I am under the impression that this further implies that the particle follows the classical trajectory but I don't understand how the above mentioned fact implies this.
The propagator describes the time-evolution of the wavefunction, so I would think that this classical limit form of the propagator should give a time-evolution in which the wavefunction follows the classical trajectory, but I have not been able to find such work.  Moreover, even this statement itself is problematic since the wavefunction describes a probability distribution and not a single trajectory.
$\textbf{New Edit:}$ In section 7 of Feynman's paper introducing the path integral (see here) he discusses the classical limit. It appears that the key to understanding why the fact that the classical path dominates the path integral further implies that the particle follows the classical trajectory may be found in Feynman's remark on pg 21: "Now we ask, as $\hbar → 0$ what values of the intermediate coordinates $x_i$ contribute most strongly to the integral? These will be the values most likely to be found by experiment and therefore will determine, in the limit, the classical path." However, I don't understand why "These will be the values most likely to be found by experiment" ?
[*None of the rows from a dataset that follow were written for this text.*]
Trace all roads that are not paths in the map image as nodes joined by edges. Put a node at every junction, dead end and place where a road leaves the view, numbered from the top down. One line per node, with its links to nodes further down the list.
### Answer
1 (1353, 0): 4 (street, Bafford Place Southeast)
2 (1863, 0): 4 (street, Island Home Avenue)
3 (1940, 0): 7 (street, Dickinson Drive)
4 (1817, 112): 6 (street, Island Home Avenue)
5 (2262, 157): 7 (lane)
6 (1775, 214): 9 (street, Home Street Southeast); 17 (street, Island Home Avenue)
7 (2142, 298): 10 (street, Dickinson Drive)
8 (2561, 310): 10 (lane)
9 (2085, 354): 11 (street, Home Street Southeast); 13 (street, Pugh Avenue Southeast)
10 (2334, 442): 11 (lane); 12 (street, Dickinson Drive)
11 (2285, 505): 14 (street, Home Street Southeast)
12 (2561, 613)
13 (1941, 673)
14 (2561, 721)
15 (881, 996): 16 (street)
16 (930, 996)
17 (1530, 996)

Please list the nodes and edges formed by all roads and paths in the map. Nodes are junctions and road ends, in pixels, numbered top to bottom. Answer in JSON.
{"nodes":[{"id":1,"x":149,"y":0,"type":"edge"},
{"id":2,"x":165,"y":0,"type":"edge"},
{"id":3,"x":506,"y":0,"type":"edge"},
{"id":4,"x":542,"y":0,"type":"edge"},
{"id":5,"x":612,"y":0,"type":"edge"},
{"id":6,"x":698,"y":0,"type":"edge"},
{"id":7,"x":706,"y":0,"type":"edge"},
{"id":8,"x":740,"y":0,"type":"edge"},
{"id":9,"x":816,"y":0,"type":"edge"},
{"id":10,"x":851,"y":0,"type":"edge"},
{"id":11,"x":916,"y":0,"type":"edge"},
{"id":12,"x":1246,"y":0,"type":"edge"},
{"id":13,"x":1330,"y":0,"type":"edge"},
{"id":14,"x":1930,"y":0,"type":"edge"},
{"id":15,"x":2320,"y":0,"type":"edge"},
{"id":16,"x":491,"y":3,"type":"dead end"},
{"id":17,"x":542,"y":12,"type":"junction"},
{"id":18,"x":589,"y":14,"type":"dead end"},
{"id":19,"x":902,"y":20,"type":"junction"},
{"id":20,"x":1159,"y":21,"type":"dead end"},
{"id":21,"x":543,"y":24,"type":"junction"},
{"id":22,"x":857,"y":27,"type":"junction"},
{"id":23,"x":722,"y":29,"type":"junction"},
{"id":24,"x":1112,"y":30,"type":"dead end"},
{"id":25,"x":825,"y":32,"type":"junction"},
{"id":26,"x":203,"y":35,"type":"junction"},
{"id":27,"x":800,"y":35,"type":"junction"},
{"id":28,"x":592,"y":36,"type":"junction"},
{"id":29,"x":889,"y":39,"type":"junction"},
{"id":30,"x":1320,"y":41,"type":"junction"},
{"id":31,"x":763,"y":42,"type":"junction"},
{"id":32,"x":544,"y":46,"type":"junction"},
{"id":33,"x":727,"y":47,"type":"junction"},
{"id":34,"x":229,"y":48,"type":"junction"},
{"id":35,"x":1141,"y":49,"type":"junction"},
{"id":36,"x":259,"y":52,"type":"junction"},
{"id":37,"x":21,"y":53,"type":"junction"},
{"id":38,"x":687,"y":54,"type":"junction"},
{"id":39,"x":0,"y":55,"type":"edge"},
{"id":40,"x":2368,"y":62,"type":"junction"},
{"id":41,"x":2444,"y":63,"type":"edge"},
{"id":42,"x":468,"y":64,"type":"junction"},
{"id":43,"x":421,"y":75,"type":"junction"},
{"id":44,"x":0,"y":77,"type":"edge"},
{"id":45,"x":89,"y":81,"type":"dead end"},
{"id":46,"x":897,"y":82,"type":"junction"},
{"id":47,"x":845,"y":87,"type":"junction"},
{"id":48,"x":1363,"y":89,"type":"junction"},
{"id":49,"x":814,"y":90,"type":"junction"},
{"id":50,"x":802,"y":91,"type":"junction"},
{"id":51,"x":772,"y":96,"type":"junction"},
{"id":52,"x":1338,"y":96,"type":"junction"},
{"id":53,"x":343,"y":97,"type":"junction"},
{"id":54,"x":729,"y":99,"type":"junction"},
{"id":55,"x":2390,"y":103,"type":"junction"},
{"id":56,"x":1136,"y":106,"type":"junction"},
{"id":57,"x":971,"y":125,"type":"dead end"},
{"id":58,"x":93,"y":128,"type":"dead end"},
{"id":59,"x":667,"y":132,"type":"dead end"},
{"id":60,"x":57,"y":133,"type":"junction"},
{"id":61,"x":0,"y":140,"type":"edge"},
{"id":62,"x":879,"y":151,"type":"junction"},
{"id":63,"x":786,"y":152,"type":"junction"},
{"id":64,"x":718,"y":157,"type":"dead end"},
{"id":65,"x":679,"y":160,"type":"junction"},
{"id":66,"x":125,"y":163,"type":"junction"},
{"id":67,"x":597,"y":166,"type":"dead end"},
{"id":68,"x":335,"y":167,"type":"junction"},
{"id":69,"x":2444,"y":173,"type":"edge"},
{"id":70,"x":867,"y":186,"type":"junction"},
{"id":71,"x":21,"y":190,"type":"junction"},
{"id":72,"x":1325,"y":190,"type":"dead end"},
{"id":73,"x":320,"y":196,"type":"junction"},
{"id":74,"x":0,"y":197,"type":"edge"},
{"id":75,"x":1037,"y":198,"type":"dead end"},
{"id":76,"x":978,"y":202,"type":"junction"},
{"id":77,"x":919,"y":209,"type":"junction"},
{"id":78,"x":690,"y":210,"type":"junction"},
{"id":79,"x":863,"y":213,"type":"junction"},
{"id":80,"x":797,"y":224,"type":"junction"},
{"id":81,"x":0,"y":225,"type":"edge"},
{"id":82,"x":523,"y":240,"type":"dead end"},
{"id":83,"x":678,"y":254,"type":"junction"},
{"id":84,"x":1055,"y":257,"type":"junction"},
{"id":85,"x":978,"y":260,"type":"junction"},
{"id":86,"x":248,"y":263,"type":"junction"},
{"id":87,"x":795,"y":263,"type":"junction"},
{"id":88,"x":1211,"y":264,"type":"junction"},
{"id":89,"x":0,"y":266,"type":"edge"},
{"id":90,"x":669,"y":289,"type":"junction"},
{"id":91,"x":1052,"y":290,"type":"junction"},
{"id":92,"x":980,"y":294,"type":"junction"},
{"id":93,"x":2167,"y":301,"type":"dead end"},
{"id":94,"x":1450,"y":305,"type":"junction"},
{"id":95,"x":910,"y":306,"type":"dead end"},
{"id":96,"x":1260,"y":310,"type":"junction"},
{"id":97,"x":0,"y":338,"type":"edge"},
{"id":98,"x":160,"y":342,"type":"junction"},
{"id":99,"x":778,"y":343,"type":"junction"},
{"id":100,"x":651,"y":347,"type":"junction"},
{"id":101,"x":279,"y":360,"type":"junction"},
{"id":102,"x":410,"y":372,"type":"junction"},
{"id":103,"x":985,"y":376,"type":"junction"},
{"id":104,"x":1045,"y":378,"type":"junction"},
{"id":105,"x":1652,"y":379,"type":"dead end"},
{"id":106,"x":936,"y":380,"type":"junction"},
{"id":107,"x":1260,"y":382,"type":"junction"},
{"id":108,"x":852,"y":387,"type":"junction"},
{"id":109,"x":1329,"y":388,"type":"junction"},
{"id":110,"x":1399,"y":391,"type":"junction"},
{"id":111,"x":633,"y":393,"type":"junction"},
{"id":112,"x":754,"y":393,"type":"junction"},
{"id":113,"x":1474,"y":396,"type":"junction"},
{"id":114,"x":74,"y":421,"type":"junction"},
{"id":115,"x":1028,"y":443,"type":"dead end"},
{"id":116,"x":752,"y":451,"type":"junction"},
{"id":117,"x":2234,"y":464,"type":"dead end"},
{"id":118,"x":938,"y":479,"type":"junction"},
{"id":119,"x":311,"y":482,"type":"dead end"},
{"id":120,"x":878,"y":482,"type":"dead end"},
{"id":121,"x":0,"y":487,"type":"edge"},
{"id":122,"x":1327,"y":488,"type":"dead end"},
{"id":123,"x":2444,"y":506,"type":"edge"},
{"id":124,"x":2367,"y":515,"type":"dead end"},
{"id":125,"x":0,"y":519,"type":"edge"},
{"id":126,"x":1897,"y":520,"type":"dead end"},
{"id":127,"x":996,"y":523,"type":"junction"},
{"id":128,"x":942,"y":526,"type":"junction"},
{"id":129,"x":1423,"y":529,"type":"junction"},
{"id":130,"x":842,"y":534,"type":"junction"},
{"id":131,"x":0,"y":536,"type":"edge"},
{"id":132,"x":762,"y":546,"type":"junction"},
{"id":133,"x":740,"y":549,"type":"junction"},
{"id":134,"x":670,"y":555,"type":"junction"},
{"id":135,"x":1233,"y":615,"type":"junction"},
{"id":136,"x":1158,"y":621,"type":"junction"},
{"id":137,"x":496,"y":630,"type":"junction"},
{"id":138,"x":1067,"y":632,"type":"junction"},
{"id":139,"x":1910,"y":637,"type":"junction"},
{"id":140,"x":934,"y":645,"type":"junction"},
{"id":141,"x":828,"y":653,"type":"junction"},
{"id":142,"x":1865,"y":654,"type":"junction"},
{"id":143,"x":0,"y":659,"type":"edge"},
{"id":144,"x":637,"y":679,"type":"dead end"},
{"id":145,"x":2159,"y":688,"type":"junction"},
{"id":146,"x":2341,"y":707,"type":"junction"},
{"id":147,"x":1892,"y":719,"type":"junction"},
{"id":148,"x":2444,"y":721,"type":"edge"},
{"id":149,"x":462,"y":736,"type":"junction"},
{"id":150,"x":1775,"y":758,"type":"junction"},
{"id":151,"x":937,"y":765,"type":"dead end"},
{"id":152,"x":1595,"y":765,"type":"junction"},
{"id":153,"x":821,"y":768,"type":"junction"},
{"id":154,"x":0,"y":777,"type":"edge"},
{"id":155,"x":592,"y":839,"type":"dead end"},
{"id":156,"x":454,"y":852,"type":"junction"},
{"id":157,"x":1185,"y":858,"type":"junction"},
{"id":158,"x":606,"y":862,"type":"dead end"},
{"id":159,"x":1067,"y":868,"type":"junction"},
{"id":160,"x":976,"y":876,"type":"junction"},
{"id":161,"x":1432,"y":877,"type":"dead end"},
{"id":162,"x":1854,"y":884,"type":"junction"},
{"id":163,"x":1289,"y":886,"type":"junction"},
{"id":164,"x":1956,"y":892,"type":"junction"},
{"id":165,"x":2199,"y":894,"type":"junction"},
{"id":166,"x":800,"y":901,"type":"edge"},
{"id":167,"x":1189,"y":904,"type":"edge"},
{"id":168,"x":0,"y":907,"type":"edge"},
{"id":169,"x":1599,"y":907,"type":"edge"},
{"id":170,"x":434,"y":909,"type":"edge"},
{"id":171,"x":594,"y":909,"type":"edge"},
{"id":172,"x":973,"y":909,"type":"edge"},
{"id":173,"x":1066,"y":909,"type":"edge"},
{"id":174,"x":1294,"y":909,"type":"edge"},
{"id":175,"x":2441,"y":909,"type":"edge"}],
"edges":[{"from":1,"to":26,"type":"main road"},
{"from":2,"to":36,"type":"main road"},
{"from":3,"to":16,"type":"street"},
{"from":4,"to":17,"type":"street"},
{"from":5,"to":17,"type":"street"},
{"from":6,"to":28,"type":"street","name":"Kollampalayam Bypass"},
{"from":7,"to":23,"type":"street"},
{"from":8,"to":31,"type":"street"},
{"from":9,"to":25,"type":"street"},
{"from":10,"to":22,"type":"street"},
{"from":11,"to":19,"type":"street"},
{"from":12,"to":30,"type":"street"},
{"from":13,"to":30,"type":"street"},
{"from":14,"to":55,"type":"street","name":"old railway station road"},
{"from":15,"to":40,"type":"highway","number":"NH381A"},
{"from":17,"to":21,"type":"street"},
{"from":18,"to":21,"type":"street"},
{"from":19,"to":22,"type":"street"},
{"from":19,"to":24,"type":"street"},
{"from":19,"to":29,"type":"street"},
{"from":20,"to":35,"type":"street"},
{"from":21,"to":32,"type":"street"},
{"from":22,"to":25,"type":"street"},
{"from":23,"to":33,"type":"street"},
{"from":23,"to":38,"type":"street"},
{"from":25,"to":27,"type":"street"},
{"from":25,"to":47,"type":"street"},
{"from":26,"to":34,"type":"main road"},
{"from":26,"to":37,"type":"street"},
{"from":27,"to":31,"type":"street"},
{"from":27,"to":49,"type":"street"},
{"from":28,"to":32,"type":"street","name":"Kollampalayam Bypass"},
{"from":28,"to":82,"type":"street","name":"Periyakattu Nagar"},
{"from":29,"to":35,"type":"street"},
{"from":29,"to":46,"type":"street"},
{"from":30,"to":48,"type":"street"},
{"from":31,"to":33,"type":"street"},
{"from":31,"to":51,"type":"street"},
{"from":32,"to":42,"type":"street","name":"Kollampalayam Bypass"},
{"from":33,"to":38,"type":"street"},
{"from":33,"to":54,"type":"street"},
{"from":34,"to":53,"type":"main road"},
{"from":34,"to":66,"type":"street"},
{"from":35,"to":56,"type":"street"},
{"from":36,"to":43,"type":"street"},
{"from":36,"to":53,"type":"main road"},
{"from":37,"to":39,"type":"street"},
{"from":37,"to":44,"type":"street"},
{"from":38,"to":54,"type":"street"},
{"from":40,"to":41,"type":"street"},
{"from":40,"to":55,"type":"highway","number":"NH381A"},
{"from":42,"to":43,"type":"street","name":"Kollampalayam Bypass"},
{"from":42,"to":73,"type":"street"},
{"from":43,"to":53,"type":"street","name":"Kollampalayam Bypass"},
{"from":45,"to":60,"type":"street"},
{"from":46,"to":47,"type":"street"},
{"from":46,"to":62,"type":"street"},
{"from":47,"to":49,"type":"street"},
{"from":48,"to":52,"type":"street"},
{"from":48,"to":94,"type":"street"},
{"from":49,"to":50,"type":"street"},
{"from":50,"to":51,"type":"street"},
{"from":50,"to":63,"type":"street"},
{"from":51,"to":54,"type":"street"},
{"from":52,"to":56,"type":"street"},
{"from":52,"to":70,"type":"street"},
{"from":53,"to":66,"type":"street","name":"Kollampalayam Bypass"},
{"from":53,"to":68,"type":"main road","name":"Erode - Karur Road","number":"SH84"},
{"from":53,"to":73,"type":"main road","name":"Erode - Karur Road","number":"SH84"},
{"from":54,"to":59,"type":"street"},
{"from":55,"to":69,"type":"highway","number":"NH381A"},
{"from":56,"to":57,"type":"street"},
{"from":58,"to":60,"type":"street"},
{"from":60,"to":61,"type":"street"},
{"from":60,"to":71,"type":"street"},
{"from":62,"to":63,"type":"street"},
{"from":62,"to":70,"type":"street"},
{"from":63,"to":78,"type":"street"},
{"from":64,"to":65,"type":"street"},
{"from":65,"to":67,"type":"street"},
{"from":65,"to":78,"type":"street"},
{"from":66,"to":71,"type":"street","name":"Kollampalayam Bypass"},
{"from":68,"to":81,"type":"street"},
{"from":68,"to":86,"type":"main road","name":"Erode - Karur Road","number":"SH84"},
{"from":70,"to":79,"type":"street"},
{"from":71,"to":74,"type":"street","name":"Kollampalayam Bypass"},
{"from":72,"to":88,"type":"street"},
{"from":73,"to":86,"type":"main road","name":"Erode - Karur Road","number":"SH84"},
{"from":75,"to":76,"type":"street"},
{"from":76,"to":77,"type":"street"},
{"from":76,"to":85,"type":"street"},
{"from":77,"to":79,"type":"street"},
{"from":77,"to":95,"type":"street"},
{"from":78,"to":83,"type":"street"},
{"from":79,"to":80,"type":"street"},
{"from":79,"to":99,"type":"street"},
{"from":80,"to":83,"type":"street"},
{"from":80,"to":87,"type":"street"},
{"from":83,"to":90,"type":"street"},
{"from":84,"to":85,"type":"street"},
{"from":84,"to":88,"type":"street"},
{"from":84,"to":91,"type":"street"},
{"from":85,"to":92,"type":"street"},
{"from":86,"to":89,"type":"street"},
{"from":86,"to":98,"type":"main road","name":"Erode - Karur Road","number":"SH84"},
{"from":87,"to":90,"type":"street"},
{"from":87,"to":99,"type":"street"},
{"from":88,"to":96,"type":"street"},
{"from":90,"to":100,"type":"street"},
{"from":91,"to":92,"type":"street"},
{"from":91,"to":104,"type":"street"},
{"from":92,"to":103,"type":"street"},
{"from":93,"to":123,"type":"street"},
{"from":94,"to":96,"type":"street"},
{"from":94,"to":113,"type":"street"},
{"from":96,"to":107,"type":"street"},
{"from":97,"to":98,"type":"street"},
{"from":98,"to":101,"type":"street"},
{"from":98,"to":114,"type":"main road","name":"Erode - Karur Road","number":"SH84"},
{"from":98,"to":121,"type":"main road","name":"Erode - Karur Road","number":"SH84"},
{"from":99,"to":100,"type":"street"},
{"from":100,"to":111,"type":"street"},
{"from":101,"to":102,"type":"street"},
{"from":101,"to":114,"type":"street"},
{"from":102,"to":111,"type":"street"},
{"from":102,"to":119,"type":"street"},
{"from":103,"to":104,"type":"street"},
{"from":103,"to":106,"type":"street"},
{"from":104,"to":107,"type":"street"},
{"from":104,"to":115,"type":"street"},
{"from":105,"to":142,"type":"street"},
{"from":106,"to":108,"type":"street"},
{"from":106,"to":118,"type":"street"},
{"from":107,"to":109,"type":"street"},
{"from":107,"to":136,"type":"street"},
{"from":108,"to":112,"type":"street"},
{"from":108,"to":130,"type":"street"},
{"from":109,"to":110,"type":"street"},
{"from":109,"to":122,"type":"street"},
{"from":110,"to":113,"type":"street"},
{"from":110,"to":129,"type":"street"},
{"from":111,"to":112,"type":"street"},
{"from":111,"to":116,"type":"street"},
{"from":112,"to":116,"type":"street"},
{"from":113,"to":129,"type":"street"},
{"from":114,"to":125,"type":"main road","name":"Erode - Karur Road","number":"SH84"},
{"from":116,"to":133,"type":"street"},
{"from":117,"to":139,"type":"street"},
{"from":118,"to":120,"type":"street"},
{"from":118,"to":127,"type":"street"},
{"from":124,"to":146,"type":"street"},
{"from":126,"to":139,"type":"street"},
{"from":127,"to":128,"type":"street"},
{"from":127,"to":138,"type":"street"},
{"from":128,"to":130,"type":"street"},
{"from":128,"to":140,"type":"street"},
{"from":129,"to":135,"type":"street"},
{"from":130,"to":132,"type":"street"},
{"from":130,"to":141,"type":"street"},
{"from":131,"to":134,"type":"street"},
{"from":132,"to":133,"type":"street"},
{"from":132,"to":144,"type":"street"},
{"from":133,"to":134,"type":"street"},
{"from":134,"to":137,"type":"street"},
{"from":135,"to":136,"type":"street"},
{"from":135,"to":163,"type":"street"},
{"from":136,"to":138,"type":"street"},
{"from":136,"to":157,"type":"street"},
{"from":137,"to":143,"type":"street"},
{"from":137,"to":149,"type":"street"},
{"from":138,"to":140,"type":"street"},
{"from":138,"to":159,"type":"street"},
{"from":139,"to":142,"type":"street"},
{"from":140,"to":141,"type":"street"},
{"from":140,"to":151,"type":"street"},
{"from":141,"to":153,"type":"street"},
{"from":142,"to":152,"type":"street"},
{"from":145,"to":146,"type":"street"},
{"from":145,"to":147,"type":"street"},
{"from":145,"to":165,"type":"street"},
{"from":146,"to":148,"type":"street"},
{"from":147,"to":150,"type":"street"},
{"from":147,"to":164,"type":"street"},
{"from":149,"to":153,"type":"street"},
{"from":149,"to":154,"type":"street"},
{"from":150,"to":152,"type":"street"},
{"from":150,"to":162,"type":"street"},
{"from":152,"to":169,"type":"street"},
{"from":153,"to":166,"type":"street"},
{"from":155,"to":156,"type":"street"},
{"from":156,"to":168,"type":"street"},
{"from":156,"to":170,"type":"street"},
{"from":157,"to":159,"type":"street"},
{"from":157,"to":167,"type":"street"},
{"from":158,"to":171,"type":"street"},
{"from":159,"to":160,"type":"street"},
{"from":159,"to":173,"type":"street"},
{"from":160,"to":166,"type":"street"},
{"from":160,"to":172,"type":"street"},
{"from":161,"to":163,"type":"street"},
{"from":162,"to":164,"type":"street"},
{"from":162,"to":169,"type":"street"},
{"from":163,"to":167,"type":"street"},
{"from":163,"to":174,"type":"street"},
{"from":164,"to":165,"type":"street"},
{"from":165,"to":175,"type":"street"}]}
 A: Physics note: for any non-zero value of $\hbar$, and for any chaotic potential $V(x)$, a wavefunction which is localized around a classical configuration $x_a$ (which could be a point particle's position, an entire field configuration, etc.) will still evolve to a state which is not localized around any configuration $x_b$ within a few multiples of the Lyapunov time. (The number of multiplies depending only logarithmically on the smallness of $\hbar$.)  Since most real-life potentials are chaotic, you will find that the wavefunction of isolated macroscopic objects evolves to highly non-classical states in a relatively short time.
My advisor wrote a colorful paper on this a while back, pointing out that even a massively macroscopic variable like the orientation of Saturn's moon Hyperion would find itself in a grossly non-classical state on human time-scales: Why We Don't Need Quantum Planetary Dynamics: Decoherence and the Correspondence Principle for Chaotic Systems.
Whether or not this is a problem is disputed.  For physicists who think more needs to be said to explain classicality, the most popular answer involves decoherence.
A: Things stay in this way. Consider the action of a given particle that appears in the path integral. We consider the simplest case
$$
   L=\frac{\dot x^2}{2}-V(x)
$$
and so, a functional Taylor expansion around the extremum $x_c(t)$ will give
$$
   S[x(t)]=S[x_c(t)]+\int dt_1dt_2\frac{1}{2}\left.\frac{\delta^2 S}{\delta x(t_1)\delta x(t_2)}\right|_{x(t)=x_c(t)}(x(t_1)-x_c(t_1))(x(t_2)-x_c(t_2))+\ldots
$$
and we have applied the fact that one has $\left.\frac{\delta S}{\delta x(t)}\right|_{x(t)=x_c(t)}=0$. So, considering that you are left with a Gaussian integral that can be computed, your are left with a leading order term given by
$$
    G(t_b-t_a,x_a,x_b)\approx N(t_a-t_b,x_a,x_b)e^{\frac{i}{\hbar}S[x_c]}.
$$
Incidentally, this is exactly what gives Thomas-Fermi approximation through Weyl calculus at leading order (see my preceding answer and refs. therein). Now, if you look at the Schroedinger equation for this solution, you will notice that this is what one expects from it just solving Hamilton-Jacobi equation for the classical particle. This can be shown quite easily. Consider for the sake of simplicity the one-dimensional case
$$
    -\frac{\hbar^2}{2}\frac{\partial^2\psi}{\partial x^2}+V(x)\psi=i\hbar\frac{\partial\psi}{\partial t}
$$
and write the solution exactly in the form given above. Substitute it into the equation and impose that Hamilton-Jacobi equation holds
$$
    \frac{1}{2}|\nabla S|^2+V(x)=\frac{\partial S}{\partial t}.
$$
You can see that both solutions agree neglecting higher order derivatives and a possible Heaviside function. This means that, at this order, the description using waves or classical paths is perfectly identical. This situation is not different from the case of geometric optics and a full wave equation description. You can describe your light waves as rays exactly as in quantum mechanics your particles become classical ones and you can describe them with paths.